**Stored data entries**
>>>

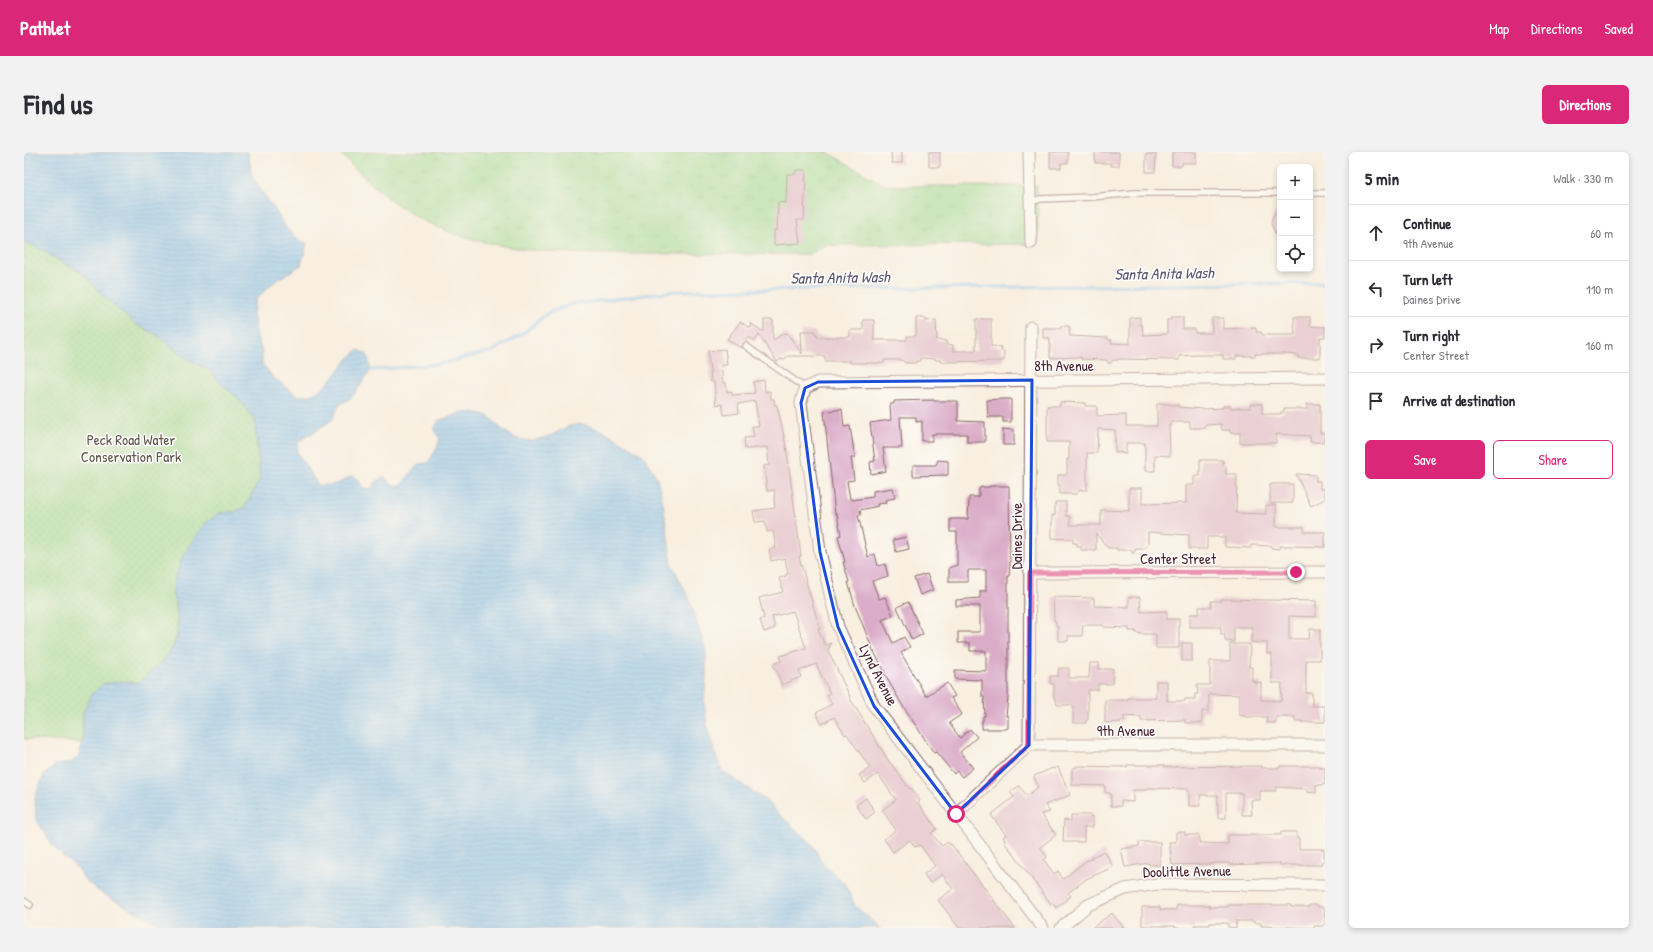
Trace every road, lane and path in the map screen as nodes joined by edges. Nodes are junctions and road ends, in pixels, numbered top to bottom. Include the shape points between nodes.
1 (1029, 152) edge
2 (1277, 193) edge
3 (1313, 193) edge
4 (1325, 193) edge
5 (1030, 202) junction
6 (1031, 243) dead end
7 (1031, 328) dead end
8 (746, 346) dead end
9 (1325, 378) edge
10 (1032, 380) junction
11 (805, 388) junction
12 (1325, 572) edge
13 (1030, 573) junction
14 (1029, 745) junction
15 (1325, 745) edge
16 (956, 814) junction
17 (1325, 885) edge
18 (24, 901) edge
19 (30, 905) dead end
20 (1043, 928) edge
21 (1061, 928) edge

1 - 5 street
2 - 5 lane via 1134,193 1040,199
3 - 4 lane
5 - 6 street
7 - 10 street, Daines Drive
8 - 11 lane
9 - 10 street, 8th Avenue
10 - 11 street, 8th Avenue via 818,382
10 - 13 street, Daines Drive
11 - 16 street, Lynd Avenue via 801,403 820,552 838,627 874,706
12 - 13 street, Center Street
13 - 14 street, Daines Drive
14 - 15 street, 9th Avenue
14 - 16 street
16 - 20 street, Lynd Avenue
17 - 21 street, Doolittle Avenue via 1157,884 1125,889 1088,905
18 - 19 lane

<<<
>>>

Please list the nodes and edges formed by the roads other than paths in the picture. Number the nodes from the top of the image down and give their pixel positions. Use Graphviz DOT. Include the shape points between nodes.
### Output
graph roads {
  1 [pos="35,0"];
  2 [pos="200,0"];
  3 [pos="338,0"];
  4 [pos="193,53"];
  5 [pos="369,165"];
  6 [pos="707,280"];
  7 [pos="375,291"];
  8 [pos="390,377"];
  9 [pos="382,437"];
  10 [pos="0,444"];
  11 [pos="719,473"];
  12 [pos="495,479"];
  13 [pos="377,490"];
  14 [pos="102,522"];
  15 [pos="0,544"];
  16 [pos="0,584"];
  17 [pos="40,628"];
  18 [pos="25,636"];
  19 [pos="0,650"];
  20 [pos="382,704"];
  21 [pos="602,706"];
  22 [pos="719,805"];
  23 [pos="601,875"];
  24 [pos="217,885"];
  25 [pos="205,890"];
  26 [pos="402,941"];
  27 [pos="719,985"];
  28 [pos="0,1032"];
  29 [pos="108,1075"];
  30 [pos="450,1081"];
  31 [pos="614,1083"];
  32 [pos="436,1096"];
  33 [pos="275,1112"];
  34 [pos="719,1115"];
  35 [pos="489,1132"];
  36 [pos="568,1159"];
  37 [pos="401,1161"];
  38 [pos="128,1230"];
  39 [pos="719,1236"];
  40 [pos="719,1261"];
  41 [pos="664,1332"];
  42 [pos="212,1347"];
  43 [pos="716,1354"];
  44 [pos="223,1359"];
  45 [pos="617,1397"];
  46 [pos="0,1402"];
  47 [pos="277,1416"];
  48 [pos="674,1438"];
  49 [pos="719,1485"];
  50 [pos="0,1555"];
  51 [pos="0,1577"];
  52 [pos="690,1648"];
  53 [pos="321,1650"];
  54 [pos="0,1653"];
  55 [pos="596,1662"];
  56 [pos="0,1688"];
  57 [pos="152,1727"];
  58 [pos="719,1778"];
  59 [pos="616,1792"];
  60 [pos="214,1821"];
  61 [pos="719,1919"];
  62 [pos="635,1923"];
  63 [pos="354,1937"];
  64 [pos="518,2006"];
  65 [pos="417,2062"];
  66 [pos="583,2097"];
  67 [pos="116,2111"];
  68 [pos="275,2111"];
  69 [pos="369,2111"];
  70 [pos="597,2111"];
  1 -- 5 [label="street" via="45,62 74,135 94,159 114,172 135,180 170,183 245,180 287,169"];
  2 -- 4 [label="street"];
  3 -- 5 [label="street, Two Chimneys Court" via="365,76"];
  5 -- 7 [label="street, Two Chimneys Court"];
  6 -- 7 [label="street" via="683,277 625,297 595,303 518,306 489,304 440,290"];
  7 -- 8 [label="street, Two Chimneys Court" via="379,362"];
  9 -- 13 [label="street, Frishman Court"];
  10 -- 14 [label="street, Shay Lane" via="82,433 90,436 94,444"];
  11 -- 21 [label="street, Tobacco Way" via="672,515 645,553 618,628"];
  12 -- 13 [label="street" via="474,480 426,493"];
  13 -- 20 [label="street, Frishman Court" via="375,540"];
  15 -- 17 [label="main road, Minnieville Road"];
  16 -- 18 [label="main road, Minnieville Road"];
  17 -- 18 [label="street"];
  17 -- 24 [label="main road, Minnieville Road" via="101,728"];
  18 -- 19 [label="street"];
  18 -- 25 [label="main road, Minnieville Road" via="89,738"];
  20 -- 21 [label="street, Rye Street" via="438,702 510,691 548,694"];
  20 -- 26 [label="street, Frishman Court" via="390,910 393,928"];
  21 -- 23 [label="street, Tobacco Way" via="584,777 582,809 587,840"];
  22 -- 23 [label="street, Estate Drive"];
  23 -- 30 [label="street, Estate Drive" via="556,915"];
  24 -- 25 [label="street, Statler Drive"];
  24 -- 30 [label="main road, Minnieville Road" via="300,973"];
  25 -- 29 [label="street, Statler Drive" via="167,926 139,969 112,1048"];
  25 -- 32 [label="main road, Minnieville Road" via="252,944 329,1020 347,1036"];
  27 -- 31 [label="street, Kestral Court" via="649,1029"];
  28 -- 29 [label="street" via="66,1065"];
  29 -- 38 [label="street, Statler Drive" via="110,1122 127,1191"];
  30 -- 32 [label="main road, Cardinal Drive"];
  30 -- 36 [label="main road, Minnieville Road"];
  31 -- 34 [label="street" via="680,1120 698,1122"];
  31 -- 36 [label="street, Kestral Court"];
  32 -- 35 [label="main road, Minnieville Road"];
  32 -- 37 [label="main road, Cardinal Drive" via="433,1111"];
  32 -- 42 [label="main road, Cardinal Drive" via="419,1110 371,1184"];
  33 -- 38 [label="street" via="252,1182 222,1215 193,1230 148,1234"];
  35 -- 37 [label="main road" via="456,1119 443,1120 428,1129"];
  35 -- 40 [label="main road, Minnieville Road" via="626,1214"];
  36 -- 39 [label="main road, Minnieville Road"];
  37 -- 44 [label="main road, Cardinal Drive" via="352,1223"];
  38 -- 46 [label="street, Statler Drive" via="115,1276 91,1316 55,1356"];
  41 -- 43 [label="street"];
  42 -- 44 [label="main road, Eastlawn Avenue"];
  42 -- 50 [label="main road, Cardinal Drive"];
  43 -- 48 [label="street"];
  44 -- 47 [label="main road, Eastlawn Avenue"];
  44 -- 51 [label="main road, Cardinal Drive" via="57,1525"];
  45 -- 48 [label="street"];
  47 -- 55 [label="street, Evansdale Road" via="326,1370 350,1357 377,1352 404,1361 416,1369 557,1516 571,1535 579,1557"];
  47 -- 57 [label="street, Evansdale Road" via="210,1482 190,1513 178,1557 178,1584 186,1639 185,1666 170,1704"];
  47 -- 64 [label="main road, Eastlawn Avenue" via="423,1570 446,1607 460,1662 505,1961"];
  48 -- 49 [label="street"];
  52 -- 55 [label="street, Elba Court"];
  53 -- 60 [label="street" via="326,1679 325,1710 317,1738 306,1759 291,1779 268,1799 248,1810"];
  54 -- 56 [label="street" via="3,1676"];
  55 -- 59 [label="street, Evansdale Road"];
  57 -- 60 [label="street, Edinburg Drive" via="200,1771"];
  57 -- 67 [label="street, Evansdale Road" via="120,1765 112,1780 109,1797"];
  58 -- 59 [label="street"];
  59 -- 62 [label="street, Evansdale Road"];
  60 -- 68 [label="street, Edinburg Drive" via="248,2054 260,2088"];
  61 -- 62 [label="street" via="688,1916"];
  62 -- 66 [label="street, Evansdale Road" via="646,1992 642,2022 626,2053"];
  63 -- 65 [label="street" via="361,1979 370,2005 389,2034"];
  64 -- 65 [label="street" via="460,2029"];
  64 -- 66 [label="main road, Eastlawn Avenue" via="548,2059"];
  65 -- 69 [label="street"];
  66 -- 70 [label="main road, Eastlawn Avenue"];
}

<<<
>>>

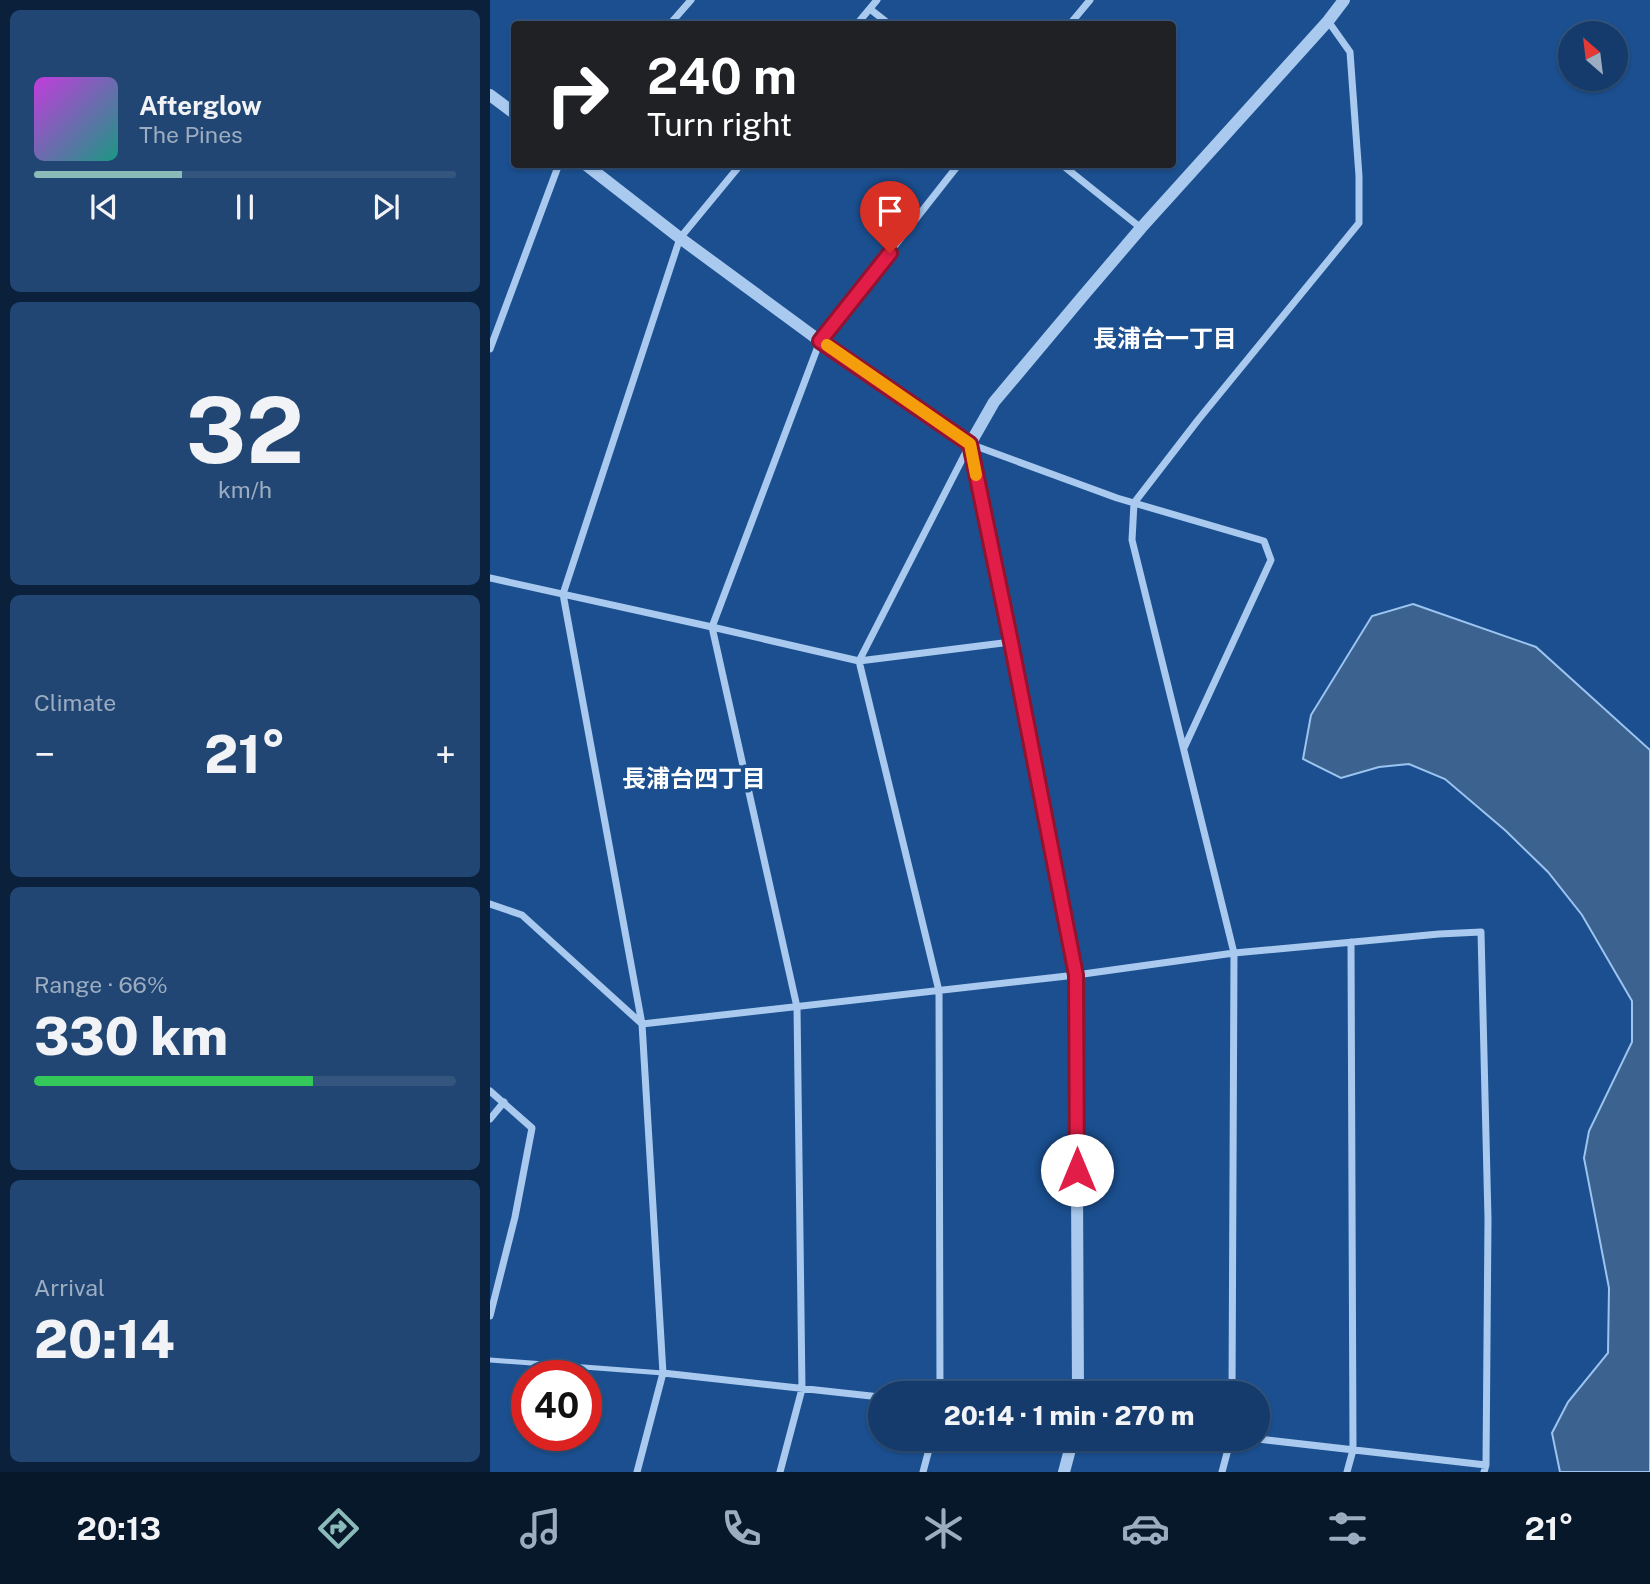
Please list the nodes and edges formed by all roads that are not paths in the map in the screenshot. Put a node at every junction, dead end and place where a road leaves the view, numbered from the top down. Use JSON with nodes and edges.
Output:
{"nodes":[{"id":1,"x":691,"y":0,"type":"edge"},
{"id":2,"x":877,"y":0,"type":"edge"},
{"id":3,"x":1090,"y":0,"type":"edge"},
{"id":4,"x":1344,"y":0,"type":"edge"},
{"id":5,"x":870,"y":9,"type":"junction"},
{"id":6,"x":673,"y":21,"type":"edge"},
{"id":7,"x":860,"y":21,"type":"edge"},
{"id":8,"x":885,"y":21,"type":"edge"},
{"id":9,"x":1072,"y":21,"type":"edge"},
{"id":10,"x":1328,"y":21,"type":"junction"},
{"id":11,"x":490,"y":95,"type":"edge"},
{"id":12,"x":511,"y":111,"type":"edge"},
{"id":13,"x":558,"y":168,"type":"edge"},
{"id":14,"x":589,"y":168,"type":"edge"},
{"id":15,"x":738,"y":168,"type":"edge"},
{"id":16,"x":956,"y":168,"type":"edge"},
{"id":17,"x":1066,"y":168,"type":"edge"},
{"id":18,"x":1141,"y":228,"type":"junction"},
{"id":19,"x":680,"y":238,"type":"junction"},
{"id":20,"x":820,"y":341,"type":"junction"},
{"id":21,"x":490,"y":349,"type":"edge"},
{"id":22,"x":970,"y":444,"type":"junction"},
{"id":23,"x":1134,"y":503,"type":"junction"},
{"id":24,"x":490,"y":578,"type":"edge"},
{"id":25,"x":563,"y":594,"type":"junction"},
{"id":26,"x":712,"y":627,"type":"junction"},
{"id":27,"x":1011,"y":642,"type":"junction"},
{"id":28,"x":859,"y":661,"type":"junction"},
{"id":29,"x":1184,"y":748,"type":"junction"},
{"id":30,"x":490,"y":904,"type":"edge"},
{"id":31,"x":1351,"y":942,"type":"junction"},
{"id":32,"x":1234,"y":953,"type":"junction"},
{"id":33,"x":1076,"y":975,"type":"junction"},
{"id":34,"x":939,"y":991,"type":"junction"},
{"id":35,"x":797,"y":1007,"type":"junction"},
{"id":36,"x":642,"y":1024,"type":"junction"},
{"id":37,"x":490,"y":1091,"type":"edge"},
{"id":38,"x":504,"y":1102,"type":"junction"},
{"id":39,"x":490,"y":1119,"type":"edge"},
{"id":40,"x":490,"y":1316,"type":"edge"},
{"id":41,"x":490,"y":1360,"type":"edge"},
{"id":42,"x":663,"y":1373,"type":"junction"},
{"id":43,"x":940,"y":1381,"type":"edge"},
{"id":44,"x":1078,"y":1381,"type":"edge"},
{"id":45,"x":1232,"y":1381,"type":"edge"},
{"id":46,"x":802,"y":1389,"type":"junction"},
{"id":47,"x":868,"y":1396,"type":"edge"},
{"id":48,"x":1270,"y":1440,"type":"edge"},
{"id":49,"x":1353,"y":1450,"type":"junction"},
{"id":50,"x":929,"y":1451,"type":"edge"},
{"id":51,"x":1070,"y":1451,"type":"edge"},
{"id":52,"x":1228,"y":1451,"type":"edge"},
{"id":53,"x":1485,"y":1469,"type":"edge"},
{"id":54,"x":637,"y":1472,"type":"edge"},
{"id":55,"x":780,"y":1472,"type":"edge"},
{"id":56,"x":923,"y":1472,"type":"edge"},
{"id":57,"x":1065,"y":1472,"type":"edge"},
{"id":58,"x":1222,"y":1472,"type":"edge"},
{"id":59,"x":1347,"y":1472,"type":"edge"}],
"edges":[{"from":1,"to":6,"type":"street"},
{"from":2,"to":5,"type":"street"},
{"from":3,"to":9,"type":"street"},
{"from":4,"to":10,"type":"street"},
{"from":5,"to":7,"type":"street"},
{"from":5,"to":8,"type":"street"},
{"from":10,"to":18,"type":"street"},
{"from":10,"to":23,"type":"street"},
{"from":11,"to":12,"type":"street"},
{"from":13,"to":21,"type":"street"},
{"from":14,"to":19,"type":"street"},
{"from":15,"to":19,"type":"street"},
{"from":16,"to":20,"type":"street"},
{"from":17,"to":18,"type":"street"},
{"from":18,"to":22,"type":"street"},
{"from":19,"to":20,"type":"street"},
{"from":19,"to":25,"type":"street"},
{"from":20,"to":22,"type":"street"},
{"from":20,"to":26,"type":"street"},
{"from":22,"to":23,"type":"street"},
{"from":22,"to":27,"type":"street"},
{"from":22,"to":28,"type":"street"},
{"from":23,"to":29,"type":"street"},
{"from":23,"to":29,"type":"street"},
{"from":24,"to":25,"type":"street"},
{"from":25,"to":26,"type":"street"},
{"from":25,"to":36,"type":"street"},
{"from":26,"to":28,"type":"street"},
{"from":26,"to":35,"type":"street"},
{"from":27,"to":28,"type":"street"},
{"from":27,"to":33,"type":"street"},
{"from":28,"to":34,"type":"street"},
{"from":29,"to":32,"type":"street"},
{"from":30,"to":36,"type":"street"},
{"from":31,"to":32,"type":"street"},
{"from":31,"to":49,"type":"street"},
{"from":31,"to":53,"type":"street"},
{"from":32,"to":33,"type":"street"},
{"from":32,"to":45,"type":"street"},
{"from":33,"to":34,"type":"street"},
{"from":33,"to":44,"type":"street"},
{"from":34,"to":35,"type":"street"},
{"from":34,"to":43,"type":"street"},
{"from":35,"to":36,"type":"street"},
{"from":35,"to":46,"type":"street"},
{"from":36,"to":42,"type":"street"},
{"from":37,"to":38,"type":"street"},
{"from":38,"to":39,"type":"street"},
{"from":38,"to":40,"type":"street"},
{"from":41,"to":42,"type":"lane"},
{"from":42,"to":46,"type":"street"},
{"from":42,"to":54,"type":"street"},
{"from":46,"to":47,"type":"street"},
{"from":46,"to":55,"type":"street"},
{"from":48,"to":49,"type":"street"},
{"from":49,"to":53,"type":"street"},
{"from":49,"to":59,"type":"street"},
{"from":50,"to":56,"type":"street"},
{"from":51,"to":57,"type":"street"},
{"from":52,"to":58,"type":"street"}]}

<<<

**Exercise directions**
Check every line above for the string "formed", and copy the ones that have it.

**Result for this task**
Please list the nodes and edges formed by the roads other than paths in the picture. Number the nodes from the top of the image down and give their pixel positions. Use Graphviz DOT. Include the shape points between nodes.
Please list the nodes and edges formed by all roads that are not paths in the map in the screenshot. Put a node at every junction, dead end and place where a road leaves the view, numbered from the top down. Use JSON with nodes and edges.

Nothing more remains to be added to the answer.